» **Exercise prompt**: Word for word, restate each entry that appears below.

________

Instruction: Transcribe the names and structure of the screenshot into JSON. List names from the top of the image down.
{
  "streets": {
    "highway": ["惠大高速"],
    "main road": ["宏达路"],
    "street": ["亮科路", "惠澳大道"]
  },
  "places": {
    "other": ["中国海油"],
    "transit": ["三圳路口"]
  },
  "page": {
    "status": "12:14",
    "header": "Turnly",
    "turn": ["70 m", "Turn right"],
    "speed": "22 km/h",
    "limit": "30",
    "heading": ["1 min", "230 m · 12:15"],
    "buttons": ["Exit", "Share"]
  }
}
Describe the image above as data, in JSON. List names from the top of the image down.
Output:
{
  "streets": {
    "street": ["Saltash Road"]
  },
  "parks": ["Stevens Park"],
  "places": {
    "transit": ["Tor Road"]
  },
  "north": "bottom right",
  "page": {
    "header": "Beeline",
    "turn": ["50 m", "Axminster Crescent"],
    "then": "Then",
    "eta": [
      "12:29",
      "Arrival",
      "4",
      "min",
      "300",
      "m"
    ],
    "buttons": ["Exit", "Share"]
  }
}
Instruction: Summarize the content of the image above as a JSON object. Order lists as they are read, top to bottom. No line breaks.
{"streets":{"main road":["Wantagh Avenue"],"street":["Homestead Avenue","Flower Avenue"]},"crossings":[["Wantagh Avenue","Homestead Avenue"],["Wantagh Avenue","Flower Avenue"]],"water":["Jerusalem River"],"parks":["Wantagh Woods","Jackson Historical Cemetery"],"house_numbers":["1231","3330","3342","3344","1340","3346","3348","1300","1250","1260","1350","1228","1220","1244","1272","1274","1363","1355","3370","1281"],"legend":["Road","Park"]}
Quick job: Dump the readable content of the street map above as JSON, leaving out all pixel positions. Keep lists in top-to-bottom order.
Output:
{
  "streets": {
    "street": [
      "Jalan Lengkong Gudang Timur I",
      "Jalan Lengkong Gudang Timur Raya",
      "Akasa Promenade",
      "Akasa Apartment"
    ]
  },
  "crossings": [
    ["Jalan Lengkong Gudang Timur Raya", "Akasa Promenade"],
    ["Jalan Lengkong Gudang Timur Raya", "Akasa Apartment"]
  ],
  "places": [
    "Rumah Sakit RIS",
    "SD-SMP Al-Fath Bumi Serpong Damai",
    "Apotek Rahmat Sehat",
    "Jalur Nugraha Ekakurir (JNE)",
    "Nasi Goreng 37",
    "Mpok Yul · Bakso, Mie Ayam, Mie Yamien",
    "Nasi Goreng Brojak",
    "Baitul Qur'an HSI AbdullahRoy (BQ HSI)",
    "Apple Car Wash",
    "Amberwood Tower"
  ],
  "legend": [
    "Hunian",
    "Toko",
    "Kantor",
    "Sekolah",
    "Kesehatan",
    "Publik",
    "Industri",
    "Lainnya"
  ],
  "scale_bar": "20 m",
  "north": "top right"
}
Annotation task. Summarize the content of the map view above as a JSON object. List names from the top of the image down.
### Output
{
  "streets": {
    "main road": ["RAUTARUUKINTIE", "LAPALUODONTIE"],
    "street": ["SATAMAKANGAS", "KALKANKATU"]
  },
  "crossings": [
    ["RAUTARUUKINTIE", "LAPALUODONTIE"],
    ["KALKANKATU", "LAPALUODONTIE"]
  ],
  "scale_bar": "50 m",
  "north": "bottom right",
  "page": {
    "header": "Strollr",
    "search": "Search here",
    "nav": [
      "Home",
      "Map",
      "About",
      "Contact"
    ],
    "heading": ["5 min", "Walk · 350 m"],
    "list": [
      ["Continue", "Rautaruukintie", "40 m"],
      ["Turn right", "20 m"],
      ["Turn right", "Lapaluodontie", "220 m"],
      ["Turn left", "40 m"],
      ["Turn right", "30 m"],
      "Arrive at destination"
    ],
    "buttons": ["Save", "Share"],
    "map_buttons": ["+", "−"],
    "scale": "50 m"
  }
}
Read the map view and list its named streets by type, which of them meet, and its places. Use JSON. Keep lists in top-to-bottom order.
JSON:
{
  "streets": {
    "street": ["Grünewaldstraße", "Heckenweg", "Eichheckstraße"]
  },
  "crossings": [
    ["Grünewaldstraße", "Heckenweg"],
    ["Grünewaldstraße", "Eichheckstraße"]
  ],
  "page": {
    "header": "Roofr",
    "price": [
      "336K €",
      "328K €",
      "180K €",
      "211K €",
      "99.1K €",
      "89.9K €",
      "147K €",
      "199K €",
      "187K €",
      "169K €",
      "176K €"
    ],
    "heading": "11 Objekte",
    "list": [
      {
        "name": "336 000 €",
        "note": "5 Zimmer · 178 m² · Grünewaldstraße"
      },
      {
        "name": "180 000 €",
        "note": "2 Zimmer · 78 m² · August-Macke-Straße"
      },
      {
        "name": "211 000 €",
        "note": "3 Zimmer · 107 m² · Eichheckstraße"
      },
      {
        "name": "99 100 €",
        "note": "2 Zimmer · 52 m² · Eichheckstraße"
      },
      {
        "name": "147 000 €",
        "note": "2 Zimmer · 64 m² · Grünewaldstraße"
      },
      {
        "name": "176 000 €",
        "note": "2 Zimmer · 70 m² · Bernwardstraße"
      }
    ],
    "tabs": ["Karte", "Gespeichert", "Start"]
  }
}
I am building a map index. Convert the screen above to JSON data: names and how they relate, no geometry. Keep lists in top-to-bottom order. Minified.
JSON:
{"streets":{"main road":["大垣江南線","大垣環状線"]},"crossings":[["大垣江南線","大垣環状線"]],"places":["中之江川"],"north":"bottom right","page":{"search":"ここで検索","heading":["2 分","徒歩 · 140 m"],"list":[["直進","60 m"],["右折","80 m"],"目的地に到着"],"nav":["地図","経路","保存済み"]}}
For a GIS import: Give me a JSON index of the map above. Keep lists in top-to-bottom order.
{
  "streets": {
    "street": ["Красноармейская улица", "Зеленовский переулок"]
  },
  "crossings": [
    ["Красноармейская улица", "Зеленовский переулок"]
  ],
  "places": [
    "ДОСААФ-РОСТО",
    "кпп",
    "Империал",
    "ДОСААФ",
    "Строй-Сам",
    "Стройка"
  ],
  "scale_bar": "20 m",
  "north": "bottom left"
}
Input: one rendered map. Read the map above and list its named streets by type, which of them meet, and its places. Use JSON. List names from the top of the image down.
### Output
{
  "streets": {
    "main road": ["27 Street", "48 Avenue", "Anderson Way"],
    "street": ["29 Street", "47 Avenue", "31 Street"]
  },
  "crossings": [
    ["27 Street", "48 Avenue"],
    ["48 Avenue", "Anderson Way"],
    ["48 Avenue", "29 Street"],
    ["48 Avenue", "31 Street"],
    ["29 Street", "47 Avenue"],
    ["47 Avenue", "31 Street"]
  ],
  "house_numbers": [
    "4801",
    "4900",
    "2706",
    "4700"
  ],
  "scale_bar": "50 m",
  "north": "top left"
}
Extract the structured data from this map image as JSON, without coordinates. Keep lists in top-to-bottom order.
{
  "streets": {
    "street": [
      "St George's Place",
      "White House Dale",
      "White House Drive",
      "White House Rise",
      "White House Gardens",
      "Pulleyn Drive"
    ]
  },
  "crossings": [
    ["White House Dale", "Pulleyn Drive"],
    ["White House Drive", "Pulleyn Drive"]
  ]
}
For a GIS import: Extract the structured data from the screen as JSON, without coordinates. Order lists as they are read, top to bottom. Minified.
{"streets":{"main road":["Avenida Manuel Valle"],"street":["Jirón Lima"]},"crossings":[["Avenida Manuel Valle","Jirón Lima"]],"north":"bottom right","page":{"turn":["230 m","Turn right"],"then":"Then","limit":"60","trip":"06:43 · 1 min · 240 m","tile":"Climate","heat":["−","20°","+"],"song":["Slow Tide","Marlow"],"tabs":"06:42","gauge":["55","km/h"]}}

________

» **Your response**:
Instruction: Transcribe the names and structure of the screenshot into JSON. List names from the top of the image down.
{
  "streets": {
    "highway": ["惠大高速"],
    "main road": ["宏达路"],
    "street": ["亮科路", "惠澳大道"]
  },
  "places": {
    "other": ["中国海油"],
    "transit": ["三圳路口"]
  },
  "page": {
    "status": "12:14",
    "header": "Turnly",
    "turn": ["70 m", "Turn right"],
    "speed": "22 km/h",
    "limit": "30",
    "heading": ["1 min", "230 m · 12:15"],
    "buttons": ["Exit", "Share"]
  }
}
Describe the image above as data, in JSON. List names from the top of the image down.
Output:
{
  "streets": {
    "street": ["Saltash Road"]
  },
  "parks": ["Stevens Park"],
  "places": {
    "transit": ["Tor Road"]
  },
  "north": "bottom right",
  "page": {
    "header": "Beeline",
    "turn": ["50 m", "Axminster Crescent"],
    "then": "Then",
    "eta": [
      "12:29",
      "Arrival",
      "4",
      "min",
      "300",
      "m"
    ],
    "buttons": ["Exit", "Share"]
  }
}
Instruction: Summarize the content of the image above as a JSON object. Order lists as they are read, top to bottom. No line breaks.
{"streets":{"main road":["Wantagh Avenue"],"street":["Homestead Avenue","Flower Avenue"]},"crossings":[["Wantagh Avenue","Homestead Avenue"],["Wantagh Avenue","Flower Avenue"]],"water":["Jerusalem River"],"parks":["Wantagh Woods","Jackson Historical Cemetery"],"house_numbers":["1231","3330","3342","3344","1340","3346","3348","1300","1250","1260","1350","1228","1220","1244","1272","1274","1363","1355","3370","1281"],"legend":["Road","Park"]}
Quick job: Dump the readable content of the street map above as JSON, leaving out all pixel positions. Keep lists in top-to-bottom order.
Output:
{
  "streets": {
    "street": [
      "Jalan Lengkong Gudang Timur I",
      "Jalan Lengkong Gudang Timur Raya",
      "Akasa Promenade",
      "Akasa Apartment"
    ]
  },
  "crossings": [
    ["Jalan Lengkong Gudang Timur Raya", "Akasa Promenade"],
    ["Jalan Lengkong Gudang Timur Raya", "Akasa Apartment"]
  ],
  "places": [
    "Rumah Sakit RIS",
    "SD-SMP Al-Fath Bumi Serpong Damai",
    "Apotek Rahmat Sehat",
    "Jalur Nugraha Ekakurir (JNE)",
    "Nasi Goreng 37",
    "Mpok Yul · Bakso, Mie Ayam, Mie Yamien",
    "Nasi Goreng Brojak",
    "Baitul Qur'an HSI AbdullahRoy (BQ HSI)",
    "Apple Car Wash",
    "Amberwood Tower"
  ],
  "legend": [
    "Hunian",
    "Toko",
    "Kantor",
    "Sekolah",
    "Kesehatan",
    "Publik",
    "Industri",
    "Lainnya"
  ],
  "scale_bar": "20 m",
  "north": "top right"
}
Annotation task. Summarize the content of the map view above as a JSON object. List names from the top of the image down.
### Output
{
  "streets": {
    "main road": ["RAUTARUUKINTIE", "LAPALUODONTIE"],
    "street": ["SATAMAKANGAS", "KALKANKATU"]
  },
  "crossings": [
    ["RAUTARUUKINTIE", "LAPALUODONTIE"],
    ["KALKANKATU", "LAPALUODONTIE"]
  ],
  "scale_bar": "50 m",
  "north": "bottom right",
  "page": {
    "header": "Strollr",
    "search": "Search here",
    "nav": [
      "Home",
      "Map",
      "About",
      "Contact"
    ],
    "heading": ["5 min", "Walk · 350 m"],
    "list": [
      ["Continue", "Rautaruukintie", "40 m"],
      ["Turn right", "20 m"],
      ["Turn right", "Lapaluodontie", "220 m"],
      ["Turn left", "40 m"],
      ["Turn right", "30 m"],
      "Arrive at destination"
    ],
    "buttons": ["Save", "Share"],
    "map_buttons": ["+", "−"],
    "scale": "50 m"
  }
}
Read the map view and list its named streets by type, which of them meet, and its places. Use JSON. Keep lists in top-to-bottom order.
JSON:
{
  "streets": {
    "street": ["Grünewaldstraße", "Heckenweg", "Eichheckstraße"]
  },
  "crossings": [
    ["Grünewaldstraße", "Heckenweg"],
    ["Grünewaldstraße", "Eichheckstraße"]
  ],
  "page": {
    "header": "Roofr",
    "price": [
      "336K €",
      "328K €",
      "180K €",
      "211K €",
      "99.1K €",
      "89.9K €",
      "147K €",
      "199K €",
      "187K €",
      "169K €",
      "176K €"
    ],
    "heading": "11 Objekte",
    "list": [
      {
        "name": "336 000 €",
        "note": "5 Zimmer · 178 m² · Grünewaldstraße"
      },
      {
        "name": "180 000 €",
        "note": "2 Zimmer · 78 m² · August-Macke-Straße"
      },
      {
        "name": "211 000 €",
        "note": "3 Zimmer · 107 m² · Eichheckstraße"
      },
      {
        "name": "99 100 €",
        "note": "2 Zimmer · 52 m² · Eichheckstraße"
      },
      {
        "name": "147 000 €",
        "note": "2 Zimmer · 64 m² · Grünewaldstraße"
      },
      {
        "name": "176 000 €",
        "note": "2 Zimmer · 70 m² · Bernwardstraße"
      }
    ],
    "tabs": ["Karte", "Gespeichert", "Start"]
  }
}
I am building a map index. Convert the screen above to JSON data: names and how they relate, no geometry. Keep lists in top-to-bottom order. Minified.
JSON:
{"streets":{"main road":["大垣江南線","大垣環状線"]},"crossings":[["大垣江南線","大垣環状線"]],"places":["中之江川"],"north":"bottom right","page":{"search":"ここで検索","heading":["2 分","徒歩 · 140 m"],"list":[["直進","60 m"],["右折","80 m"],"目的地に到着"],"nav":["地図","経路","保存済み"]}}
For a GIS import: Give me a JSON index of the map above. Keep lists in top-to-bottom order.
{
  "streets": {
    "street": ["Красноармейская улица", "Зеленовский переулок"]
  },
  "crossings": [
    ["Красноармейская улица", "Зеленовский переулок"]
  ],
  "places": [
    "ДОСААФ-РОСТО",
    "кпп",
    "Империал",
    "ДОСААФ",
    "Строй-Сам",
    "Стройка"
  ],
  "scale_bar": "20 m",
  "north": "bottom left"
}
Input: one rendered map. Read the map above and list its named streets by type, which of them meet, and its places. Use JSON. List names from the top of the image down.
### Output
{
  "streets": {
    "main road": ["27 Street", "48 Avenue", "Anderson Way"],
    "street": ["29 Street", "47 Avenue", "31 Street"]
  },
  "crossings": [
    ["27 Street", "48 Avenue"],
    ["48 Avenue", "Anderson Way"],
    ["48 Avenue", "29 Street"],
    ["48 Avenue", "31 Street"],
    ["29 Street", "47 Avenue"],
    ["47 Avenue", "31 Street"]
  ],
  "house_numbers": [
    "4801",
    "4900",
    "2706",
    "4700"
  ],
  "scale_bar": "50 m",
  "north": "top left"
}
Extract the structured data from this map image as JSON, without coordinates. Keep lists in top-to-bottom order.
{
  "streets": {
    "street": [
      "St George's Place",
      "White House Dale",
      "White House Drive",
      "White House Rise",
      "White House Gardens",
      "Pulleyn Drive"
    ]
  },
  "crossings": [
    ["White House Dale", "Pulleyn Drive"],
    ["White House Drive", "Pulleyn Drive"]
  ]
}
For a GIS import: Extract the structured data from the screen as JSON, without coordinates. Order lists as they are read, top to bottom. Minified.
{"streets":{"main road":["Avenida Manuel Valle"],"street":["Jirón Lima"]},"crossings":[["Avenida Manuel Valle","Jirón Lima"]],"north":"bottom right","page":{"turn":["230 m","Turn right"],"then":"Then","limit":"60","trip":"06:43 · 1 min · 240 m","tile":"Climate","heat":["−","20°","+"],"song":["Slow Tide","Marlow"],"tabs":"06:42","gauge":["55","km/h"]}}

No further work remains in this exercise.